TO DO:
Once the pictures have been set aside, copy every remaining entry exactly.

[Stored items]
□ □ □ □ □ □ □

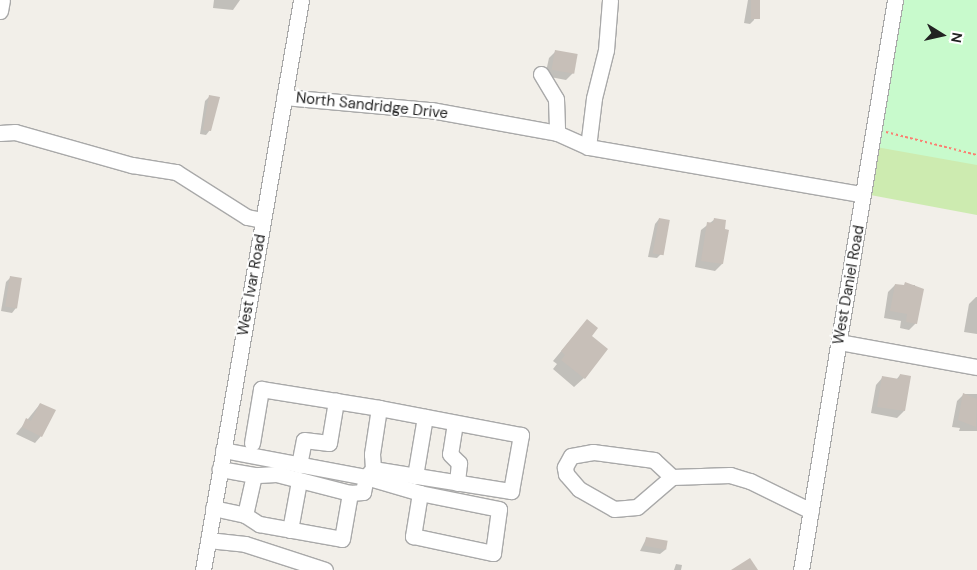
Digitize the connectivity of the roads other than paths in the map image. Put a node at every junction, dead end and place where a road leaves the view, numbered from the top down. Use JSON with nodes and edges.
{"nodes":[{"id":1,"x":2,"y":0,"type":"edge"},
{"id":2,"x":301,"y":0,"type":"edge"},
{"id":3,"x":610,"y":0,"type":"edge"},
{"id":4,"x":894,"y":0,"type":"edge"},
{"id":5,"x":0,"y":11,"type":"edge"},
{"id":6,"x":541,"y":74,"type":"dead end"},
{"id":7,"x":284,"y":97,"type":"junction"},
{"id":8,"x":0,"y":133,"type":"edge"},
{"id":9,"x":557,"y":133,"type":"junction"},
{"id":10,"x":588,"y":147,"type":"junction"},
{"id":11,"x":860,"y":194,"type":"junction"},
{"id":12,"x":263,"y":220,"type":"junction"},
{"id":13,"x":839,"y":342,"type":"junction"},
{"id":14,"x":977,"y":368,"type":"edge"},
{"id":15,"x":234,"y":385,"type":"junction"},
{"id":16,"x":261,"y":389,"type":"junction"},
{"id":17,"x":336,"y":401,"type":"junction"},
{"id":18,"x":379,"y":408,"type":"junction"},
{"id":19,"x":425,"y":417,"type":"junction"},
{"id":20,"x":455,"y":423,"type":"junction"},
{"id":21,"x":252,"y":443,"type":"dead end"},
{"id":22,"x":223,"y":450,"type":"junction"},
{"id":23,"x":299,"y":465,"type":"junction"},
{"id":24,"x":220,"y":469,"type":"junction"},
{"id":25,"x":370,"y":473,"type":"junction"},
{"id":26,"x":254,"y":475,"type":"junction"},
{"id":27,"x":415,"y":476,"type":"junction"},
{"id":28,"x":672,"y":477,"type":"junction"},
{"id":29,"x":299,"y":481,"type":"junction"},
{"id":30,"x":457,"y":483,"type":"junction"},
{"id":31,"x":350,"y":493,"type":"junction"},
{"id":32,"x":420,"y":493,"type":"junction"},
{"id":33,"x":213,"y":508,"type":"junction"},
{"id":34,"x":811,"y":512,"type":"junction"},
{"id":35,"x":245,"y":515,"type":"junction"},
{"id":36,"x":290,"y":530,"type":"junction"},
{"id":37,"x":208,"y":540,"type":"junction"},
{"id":38,"x":202,"y":570,"type":"edge"},
{"id":39,"x":325,"y":570,"type":"edge"},
{"id":40,"x":801,"y":570,"type":"edge"}],
"edges":[{"from":1,"to":5,"type":"street"},
{"from":2,"to":7,"type":"street","name":"West Ivar Road"},
{"from":3,"to":10,"type":"street"},
{"from":4,"to":11,"type":"street","name":"West Daniel Road"},
{"from":6,"to":9,"type":"street"},
{"from":7,"to":9,"type":"street","name":"North Sandridge Drive"},
{"from":7,"to":12,"type":"street","name":"West Ivar Road"},
{"from":8,"to":12,"type":"street"},
{"from":9,"to":10,"type":"street","name":"North Sandridge Drive"},
{"from":10,"to":11,"type":"street","name":"North Sandridge Drive"},
{"from":11,"to":13,"type":"street","name":"West Daniel Road"},
{"from":12,"to":15,"type":"street","name":"West Ivar Road"},
{"from":13,"to":14,"type":"street"},
{"from":13,"to":34,"type":"street","name":"West Daniel Road"},
{"from":15,"to":16,"type":"street"},
{"from":15,"to":22,"type":"street","name":"West Ivar Road"},
{"from":16,"to":17,"type":"street"},
{"from":16,"to":21,"type":"street"},
{"from":17,"to":18,"type":"street"},
{"from":17,"to":23,"type":"street"},
{"from":18,"to":19,"type":"street"},
{"from":18,"to":25,"type":"street"},
{"from":19,"to":20,"type":"street"},
{"from":19,"to":27,"type":"street"},
{"from":20,"to":30,"type":"street"},
{"from":20,"to":30,"type":"street"},
{"from":22,"to":23,"type":"street"},
{"from":22,"to":24,"type":"street","name":"West Ivar Road"},
{"from":23,"to":25,"type":"street"},
{"from":24,"to":26,"type":"street"},
{"from":24,"to":33,"type":"street","name":"West Ivar Road"},
{"from":25,"to":27,"type":"street"},
{"from":25,"to":31,"type":"street"},
{"from":25,"to":32,"type":"street"},
{"from":26,"to":29,"type":"street"},
{"from":26,"to":35,"type":"street"},
{"from":27,"to":30,"type":"street"},
{"from":28,"to":28,"type":"street"},
{"from":28,"to":34,"type":"street"},
{"from":29,"to":31,"type":"street"},
{"from":29,"to":36,"type":"street"},
{"from":31,"to":36,"type":"street"},
{"from":32,"to":32,"type":"street"},
{"from":33,"to":35,"type":"street"},
{"from":33,"to":37,"type":"street","name":"West Ivar Road"},
{"from":34,"to":40,"type":"street","name":"West Daniel Road"},
{"from":35,"to":36,"type":"street"},
{"from":37,"to":38,"type":"street","name":"West Ivar Road"},
{"from":37,"to":39,"type":"street"}]}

□ □ □ □ □ □ □

EXERCISE SOLUTION:
Digitize the connectivity of the roads other than paths in the map image. Put a node at every junction, dead end and place where a road leaves the view, numbered from the top down. Use JSON with nodes and edges.
{"nodes":[{"id":1,"x":2,"y":0,"type":"edge"},
{"id":2,"x":301,"y":0,"type":"edge"},
{"id":3,"x":610,"y":0,"type":"edge"},
{"id":4,"x":894,"y":0,"type":"edge"},
{"id":5,"x":0,"y":11,"type":"edge"},
{"id":6,"x":541,"y":74,"type":"dead end"},
{"id":7,"x":284,"y":97,"type":"junction"},
{"id":8,"x":0,"y":133,"type":"edge"},
{"id":9,"x":557,"y":133,"type":"junction"},
{"id":10,"x":588,"y":147,"type":"junction"},
{"id":11,"x":860,"y":194,"type":"junction"},
{"id":12,"x":263,"y":220,"type":"junction"},
{"id":13,"x":839,"y":342,"type":"junction"},
{"id":14,"x":977,"y":368,"type":"edge"},
{"id":15,"x":234,"y":385,"type":"junction"},
{"id":16,"x":261,"y":389,"type":"junction"},
{"id":17,"x":336,"y":401,"type":"junction"},
{"id":18,"x":379,"y":408,"type":"junction"},
{"id":19,"x":425,"y":417,"type":"junction"},
{"id":20,"x":455,"y":423,"type":"junction"},
{"id":21,"x":252,"y":443,"type":"dead end"},
{"id":22,"x":223,"y":450,"type":"junction"},
{"id":23,"x":299,"y":465,"type":"junction"},
{"id":24,"x":220,"y":469,"type":"junction"},
{"id":25,"x":370,"y":473,"type":"junction"},
{"id":26,"x":254,"y":475,"type":"junction"},
{"id":27,"x":415,"y":476,"type":"junction"},
{"id":28,"x":672,"y":477,"type":"junction"},
{"id":29,"x":299,"y":481,"type":"junction"},
{"id":30,"x":457,"y":483,"type":"junction"},
{"id":31,"x":350,"y":493,"type":"junction"},
{"id":32,"x":420,"y":493,"type":"junction"},
{"id":33,"x":213,"y":508,"type":"junction"},
{"id":34,"x":811,"y":512,"type":"junction"},
{"id":35,"x":245,"y":515,"type":"junction"},
{"id":36,"x":290,"y":530,"type":"junction"},
{"id":37,"x":208,"y":540,"type":"junction"},
{"id":38,"x":202,"y":570,"type":"edge"},
{"id":39,"x":325,"y":570,"type":"edge"},
{"id":40,"x":801,"y":570,"type":"edge"}],
"edges":[{"from":1,"to":5,"type":"street"},
{"from":2,"to":7,"type":"street","name":"West Ivar Road"},
{"from":3,"to":10,"type":"street"},
{"from":4,"to":11,"type":"street","name":"West Daniel Road"},
{"from":6,"to":9,"type":"street"},
{"from":7,"to":9,"type":"street","name":"North Sandridge Drive"},
{"from":7,"to":12,"type":"street","name":"West Ivar Road"},
{"from":8,"to":12,"type":"street"},
{"from":9,"to":10,"type":"street","name":"North Sandridge Drive"},
{"from":10,"to":11,"type":"street","name":"North Sandridge Drive"},
{"from":11,"to":13,"type":"street","name":"West Daniel Road"},
{"from":12,"to":15,"type":"street","name":"West Ivar Road"},
{"from":13,"to":14,"type":"street"},
{"from":13,"to":34,"type":"street","name":"West Daniel Road"},
{"from":15,"to":16,"type":"street"},
{"from":15,"to":22,"type":"street","name":"West Ivar Road"},
{"from":16,"to":17,"type":"street"},
{"from":16,"to":21,"type":"street"},
{"from":17,"to":18,"type":"street"},
{"from":17,"to":23,"type":"street"},
{"from":18,"to":19,"type":"street"},
{"from":18,"to":25,"type":"street"},
{"from":19,"to":20,"type":"street"},
{"from":19,"to":27,"type":"street"},
{"from":20,"to":30,"type":"street"},
{"from":20,"to":30,"type":"street"},
{"from":22,"to":23,"type":"street"},
{"from":22,"to":24,"type":"street","name":"West Ivar Road"},
{"from":23,"to":25,"type":"street"},
{"from":24,"to":26,"type":"street"},
{"from":24,"to":33,"type":"street","name":"West Ivar Road"},
{"from":25,"to":27,"type":"street"},
{"from":25,"to":31,"type":"street"},
{"from":25,"to":32,"type":"street"},
{"from":26,"to":29,"type":"street"},
{"from":26,"to":35,"type":"street"},
{"from":27,"to":30,"type":"street"},
{"from":28,"to":28,"type":"street"},
{"from":28,"to":34,"type":"street"},
{"from":29,"to":31,"type":"street"},
{"from":29,"to":36,"type":"street"},
{"from":31,"to":36,"type":"street"},
{"from":32,"to":32,"type":"street"},
{"from":33,"to":35,"type":"street"},
{"from":33,"to":37,"type":"street","name":"West Ivar Road"},
{"from":34,"to":40,"type":"street","name":"West Daniel Road"},
{"from":35,"to":36,"type":"street"},
{"from":37,"to":38,"type":"street","name":"West Ivar Road"},
{"from":37,"to":39,"type":"street"}]}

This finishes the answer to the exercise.